A Brit Good

So last week I got into my little red grandma car and trundled along to Tignes for the Brits (or British Championships as they’re more formally known) feeling not particularly excited for a number of reasons: A. Because it had been a while since I’d competed, Avoriaz, being Avoriaz, only puts on comps for snowboarders, and B. Because both years that I’d been, I’d been the oldest girl competing by about seven years (so it doesn’t really give an accurate representation of British snowsports. Not really…).

ImageMe with Sarah Hoffman and Madi Rowlands, the three oldest competitors, but still with a twelve year age range. Photo by Kirsty Thompson

So there I was, feeling a bit apprehensive, and a bit cynical, knowing that I was probably going to be spending three days hanging out with people who older people like to call ‘youths’ feeling like a grandma and trying to keep up with their mad young people skills that they’d gained from copious amounts of coaching and youthful fearlessness, when I bumped into one of my good friends from Morzine who was living in the Tignes equivalent of Morzine, Les Brevieres. That was my first clue that it was going to be a good trip.

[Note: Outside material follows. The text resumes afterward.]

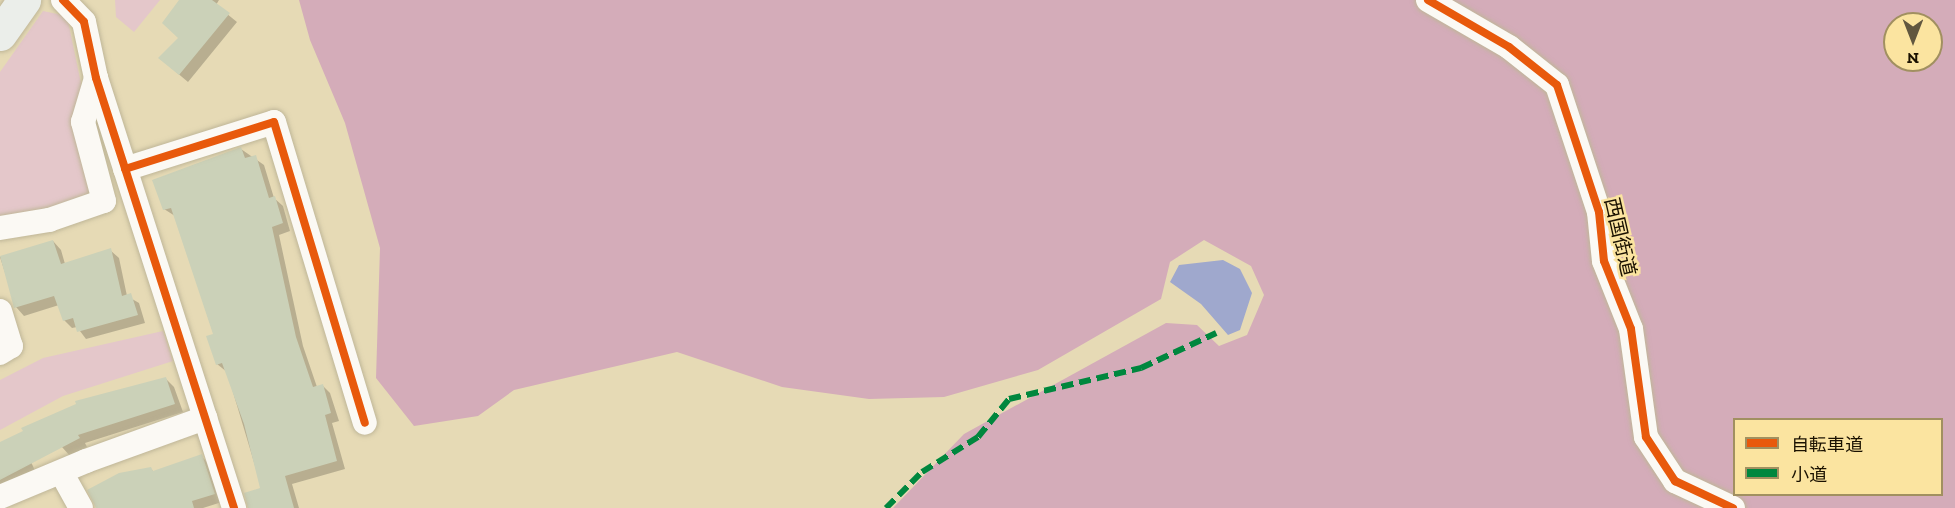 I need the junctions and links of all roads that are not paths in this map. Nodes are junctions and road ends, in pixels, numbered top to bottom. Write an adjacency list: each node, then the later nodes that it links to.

ImageDoing some trick on some jump. Photo by Kirsty Thompson

My second clue was when I mentioned that I thought the jumps were running really fast and everyone laughed jovially and said ‘er, this is really slow.’ Because Avoriaz is pretty low down, and there had already been a few weeks of ankle deep slush to contend with. So it was nice to go somewhere higher up and be able to hit the jumps without feeling like I was going to die. Somewhere with really nice jumps, no less. Big ones, all in a line. And rails, big rails with nice lips. Park mecca for France!

Then I also realised, that for the first time in a while, I had three days off work. THREE WHOLE DAYS. And I wasn’t in Morzine, which I’d become thoroughly bored and unimpressed with, and had, to put it bluntly, been a miserable bitch. With three days to do whatever I liked, my body had time to recover from all the little skiing niggles I’d picked up, I had time to do some yoga, and just generally, feel good about life. It was like being on holiday.

ImageWinning 50EUR in the rail jam. Photo by Laurie Baker

Even the competing part was pretty fun, AND there was another girl to join me in the overall age category, so I didn’t feel like a complete pensioner. I came third in the rail jam, which was awesome because rails have never really been my strong suit, and I crashed in both my runs in the finals of the slopestyle, which was also awesome because I knew I’d done it doing the best that I knew I could do, as opposed to doing a boring safety run and then spending the time until prize giving thinking I probably could have done better. Or maybe I’m just getting old, but either way, I wasn’t disappointed.

In the cheesy conclusion I’m going to say that those crashes were the best thing that happened that day because it meant I didn’t have to get all stressed about the competition anymore, and made me realise that competing is just a chance to get to ride with awesome people who will push your skiing. It’s not about winning enough money to make the trip worth it, it’s about getting to go somewhere new and have a good time.